アリスは使いやすく強い剣であればそれでいいといった感じで、性能の良さに感嘆したりはするものの、武器そのものにあまり興味はない様子だった。
そんなアリスには明日の準備などを任せ、今は水を貰いに部屋を出ている。そして、武器について語るクロエの相手は俺がすることになる。男として武器に対する浪漫はある程度理解できるから楽しいしな。
「やっぱり、色んな武器を作れると嬉しいものか?」
「そうですね、以前は職人として物が作れれば満足できていたでしょうけど……」
クロエは拳を握り、そこへ視線を落としながら続けて語る。
「今は、リクさんに与えてもらったこの力で、どこまでやれるか試してみたいという気持ちもあるのだと思います。それに何よりも……」
落としていた視線をあげ、握っていた拳を開くと俺の手をとる。
そのまま自分の方へと引き寄せるようにして、俺の手のひらを頬へと当てた。
「貴方のために職人としての腕を振るうことが、楽しくて嬉しくて幸せで仕方ない」
すりすりと、俺の手に頬ずりをするようにして、その表情を緩める。
力を抜いて瞼を閉じたクロエの頭の心地よい重さが、俺の手のひらへとかかった。
「そう思ってくれるなら俺も嬉しいぞ。ただ、少し申し訳ないけどな」
「申し訳ない、ですか?」
「あぁ、職人としてようやく上を目指せるようになったのに、広く商売ができず俺たちの装備しか作れない。それこそ、もっと沢山色々な物を作りたかったんじゃないか、ってな」
握られたのとは別の手で頬をかいて正直な気持ちを吐露した。
元々職人としての腕はあった。そこにエンチャントの才能を得たのだ。店を続けていればきっと沢山の人からその腕を求められたことだろう。
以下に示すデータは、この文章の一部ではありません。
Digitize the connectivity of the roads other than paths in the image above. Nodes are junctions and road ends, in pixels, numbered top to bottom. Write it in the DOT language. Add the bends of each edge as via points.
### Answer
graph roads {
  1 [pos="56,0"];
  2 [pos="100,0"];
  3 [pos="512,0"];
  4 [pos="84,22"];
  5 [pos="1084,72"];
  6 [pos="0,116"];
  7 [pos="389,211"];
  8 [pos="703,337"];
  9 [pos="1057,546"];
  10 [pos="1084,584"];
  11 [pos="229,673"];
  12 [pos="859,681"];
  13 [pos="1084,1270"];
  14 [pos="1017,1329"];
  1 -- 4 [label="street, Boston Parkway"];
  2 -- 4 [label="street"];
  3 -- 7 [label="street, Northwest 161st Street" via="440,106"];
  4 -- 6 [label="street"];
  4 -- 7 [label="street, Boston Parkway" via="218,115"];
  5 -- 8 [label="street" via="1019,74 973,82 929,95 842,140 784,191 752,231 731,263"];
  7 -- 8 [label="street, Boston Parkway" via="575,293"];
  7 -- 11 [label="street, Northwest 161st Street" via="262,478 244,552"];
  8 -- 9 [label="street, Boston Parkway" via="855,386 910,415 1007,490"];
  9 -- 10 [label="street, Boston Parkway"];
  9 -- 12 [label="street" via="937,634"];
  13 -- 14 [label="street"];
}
それはクロエにとっても、多分良いことだ……そう思ったのだが。
「……」
クロエの表情がなくなっている。外に出ているときのような無表情だ。
それでも俺の手を掴んで離さない、むしろ頬へと押し付ける力が増している。
「クロエ……?」
「あなた以外の人に求められても何も嬉しくない」
ぽつりと、抑揚のない語調で、口から零れるように放たれた言葉。
「あなた以外のためにこの腕を振るうなんてありえない」
それでも、そこには絶対の意思がこめられているようだった。
「あなた以外のための職人になんて、なりたくない」
彼女の溢れんばかりの望みそのものが、言葉になって漏れ出たのだろう。
アリスやベルナールたちに作るのはいいのか、なんて言う場面ではない。
そういう意味じゃないんだ。それも全て、俺のためなんだ。
全てをくれた。それは文字通りの意味で、今のクロエの全ては、彼女にとって俺が与えたものだという認識なのだと思う。事実として、彼女が職人としてあり続けるためには必須だったものを俺は与えた。それが彼女にとっては本当に救いとなったのだろう。
職人であること。それが彼女にとって一番大事で、普段の言動からもそれに傾倒しているように見える。けどそれは、俺という前提があっての話なのかもしれない。
きっと、俺が装備を作るなと言えば、彼女はそれに従う。ダンジョンに潜る戦力として使われるだけでも、ついてくるだろう。職人としての自分を求められることは彼女にとって幸福なことなのだろうが、そうじゃなくてもいいのかもしれない。
あれだけの熱意を傾ける、鍛冶や細工。それらよりも自身が彼女の中で上に置かれている。彼女にとっての一番の、その上。常識の埒外の好意、信頼……もしくは愛情。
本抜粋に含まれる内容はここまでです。